Of all the various biotic communities in Estonia, bogs are the most ancient – the process of paludification began after the Baltic ice lake receded about 10,000 years ago, and continues to the present day. The flora and fauna in mires is unique – many animal and plant species are adapted to live there and there only. About a quarter of Estonia’s plants grow only in mires, among them many relict species from the Ice Age.

There is a layer of peat up to 17 metres thick in Estonia’s bogs

Bogs form over a very long period. There is plentiful peat moss on the ground. If it grows, the soil rises like dough – a fen-type wetland becomes transitional mire and, finally, a bog. Peat moss turns into peat as it decays. Most Estonian mires have a later of peat about 3-6 metres thick. The record is from southern Estonia, where a peat layer 17 m thick was found near the country’s highest point, Suur-Munamägi.

Estonian mires have accumulated an immense amount of peat – around 1,600 tons per capita. Peat is valuable as a source of energy and in horticulture, and Estonia has a significant ranking in European peat exports.

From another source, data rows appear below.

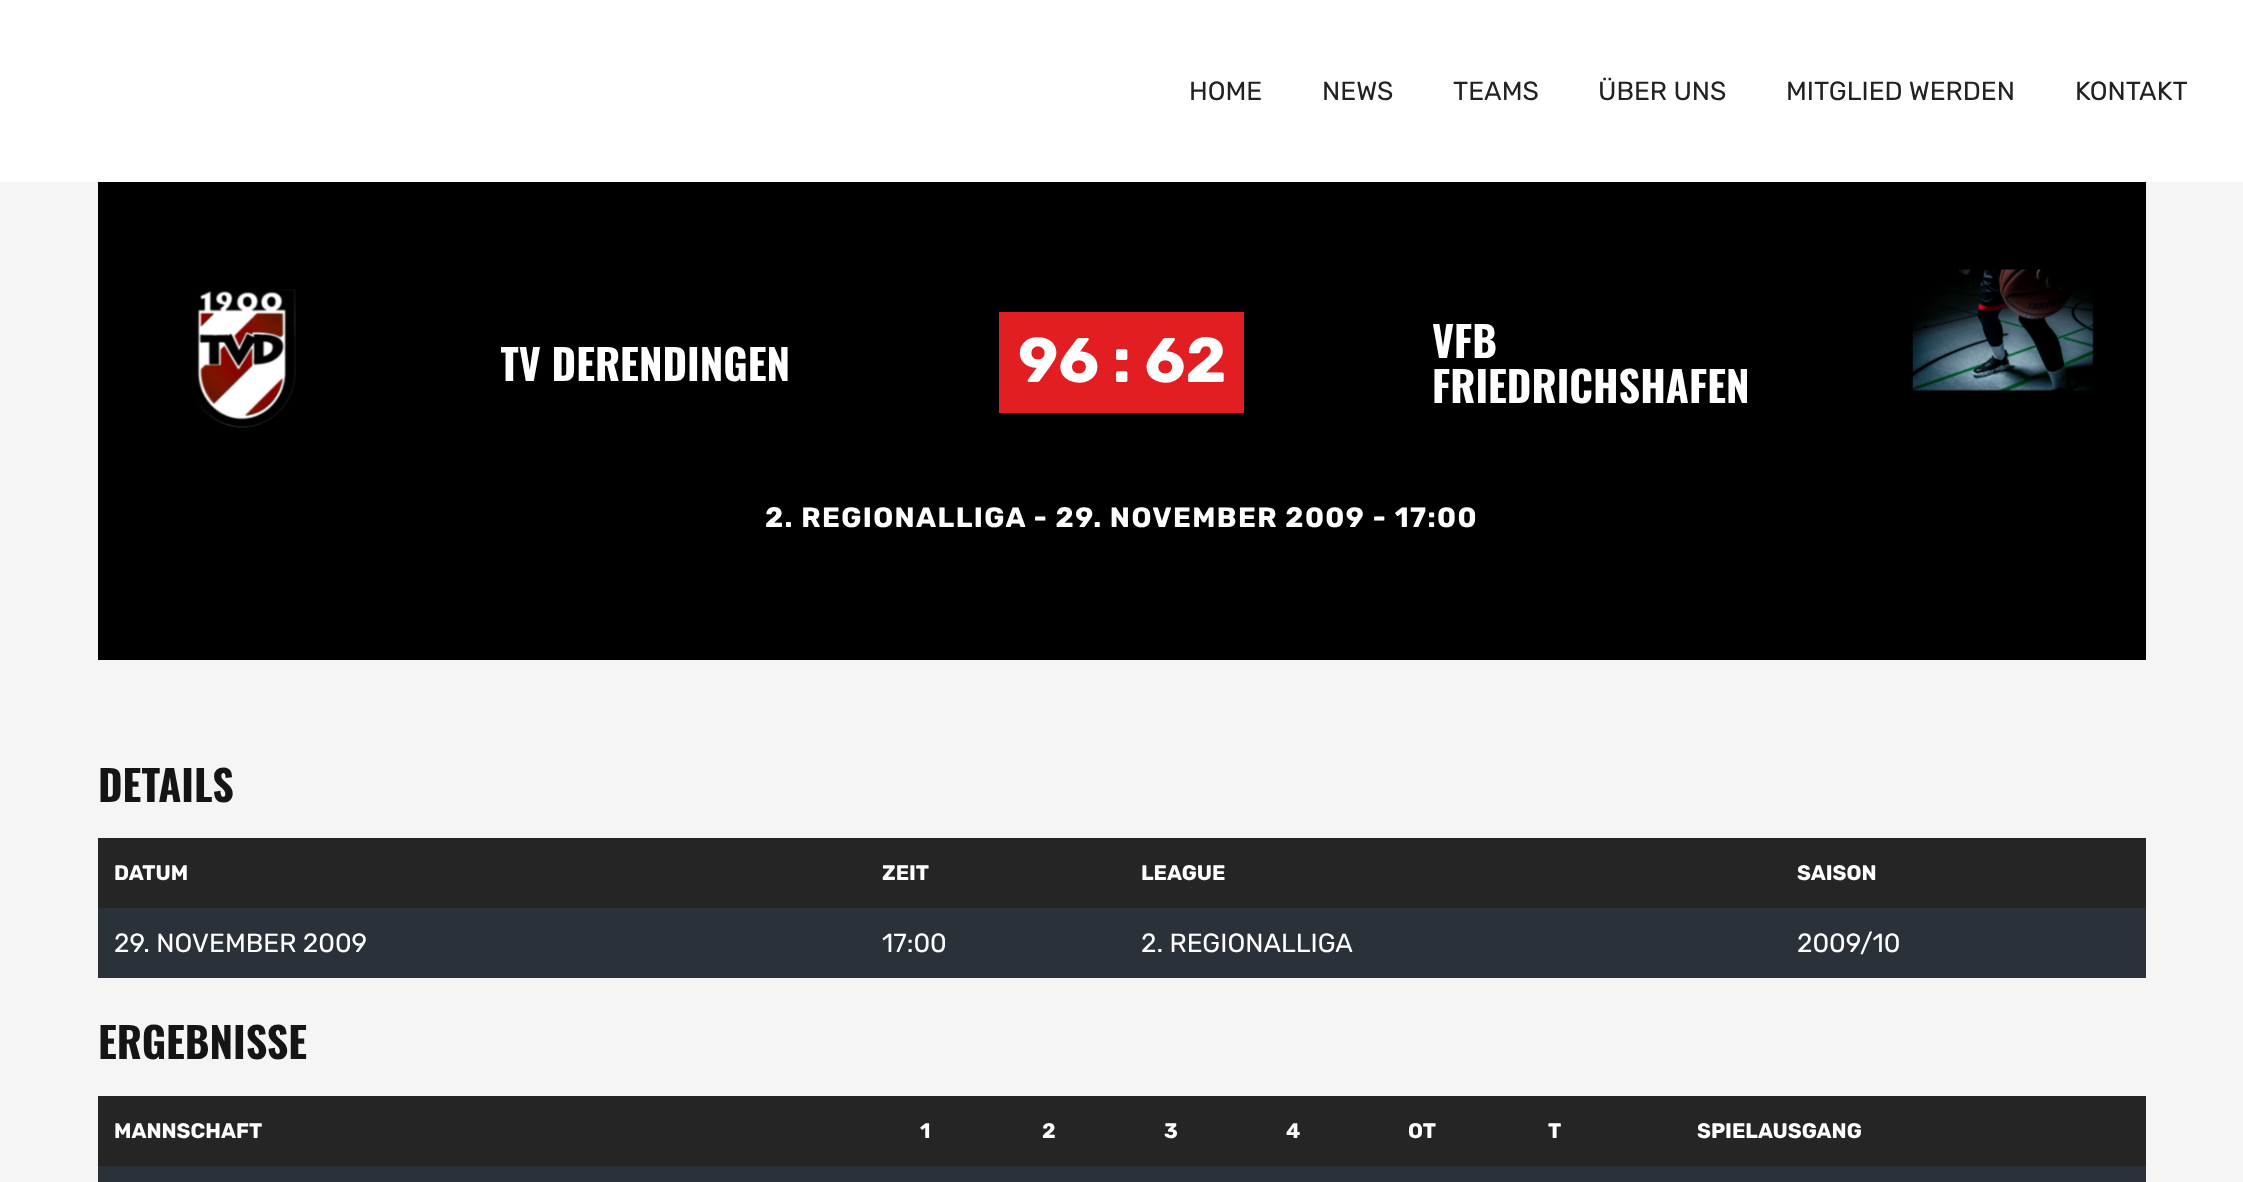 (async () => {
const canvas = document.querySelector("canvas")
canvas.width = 2243
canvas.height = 1182
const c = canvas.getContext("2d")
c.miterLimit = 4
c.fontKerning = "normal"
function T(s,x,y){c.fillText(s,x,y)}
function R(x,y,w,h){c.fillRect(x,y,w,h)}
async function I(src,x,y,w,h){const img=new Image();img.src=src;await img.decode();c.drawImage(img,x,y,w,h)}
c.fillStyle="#f5f5f5"
R(0,0,2243,1182)
c.fillStyle="#fff"
R(0,0,2243,182)
c.font="26.25px Rubik"
c.fillStyle="#222"
T("HOME",1189,100)
T("NEWS",1322,100)
T("TEAMS",1453,100)
T("ÜBER UNS",1598,100)
T("MITGLIED WERDEN",1786,100)
T("KONTAKT",2075,100)
c.fillStyle="#000"
R(98,182,2048,478)
await I("1.png",193,289,103,139)
c.save()
c.beginPath()
c.rect(501,340,288,45)
c.clip()
c.font="bold 42px Oswald"
c.fillStyle="#fff"
T("TV DERENDINGEN",500,381)
c.restore()
c.fillStyle="#e21e22"
R(999,312,245,101)
c.font="bold 63px Rubik"
c.fillStyle="#fff"
T("96 : 62",1018,382)
c.font="bold 42px Oswald"
T("VFB",1432,358)
T("FRIEDRICHSHAFEN",1432,403)
await I("2.png",1912,269,182,122)
c.letterSpacing="1.4px"
c.font="bold 28px Rubik"
T("2. REGIONALLIGA - 29. NOVEMBER 2009 - 17:00",765,527)
c.letterSpacing="0px"
c.font="bold 42px Oswald"
c.fillStyle="#151515"
T("DETAILS",98,802)
c.fillStyle="#252525"
R(98,838,2048,70)
c.font="bold 21px Rubik"
c.fillStyle="#fff"
T("DATUM",114,880)
T("ZEIT",882,880)
T("LEAGUE",1141,880)
T("SAISON",1797,880)
c.fillStyle="#2a3138"
R(98,908,2048,70)
c.font="26.25px Rubik"
c.fillStyle="#fff"
T("29. NOVEMBER 2009",114,952)
T("17:00",882,952)
T("2. REGIONALLIGA",1141,952)
T("2009/10",1797,952)
c.font="bold 42px Oswald"
c.fillStyle="#151515"
T("ERGEBNISSE",98,1059)
c.fillStyle="#252525"
R(98,1096,2048,70)
c.font="bold 21px Rubik"
c.fillStyle="#fff"
T("MANNSCHAFT",114,1138)
T("1",920,1138)
T("2",1042,1138)
T("3",1164,1138)
T("4",1286,1138)
T("OT",1408,1138)
T("T",1548,1138)
T("SPIELAUSGANG",1697,1138)
c.fillStyle="#2a3138"
R(98,1166,2048,16)
})()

Bog walking in Estonia is exciting no matter what the season

Bog walking is popular in Estonia and there are plenty of companies that offer exotic bog-shoeing hikes all year round. Also, a lot of boardwalks take tourists on a voyage of discovery through mysterious bog landscapes and during winter you can access bogs by ski.  If you long  for a truly memorable experience, watch the sun rise over a bog!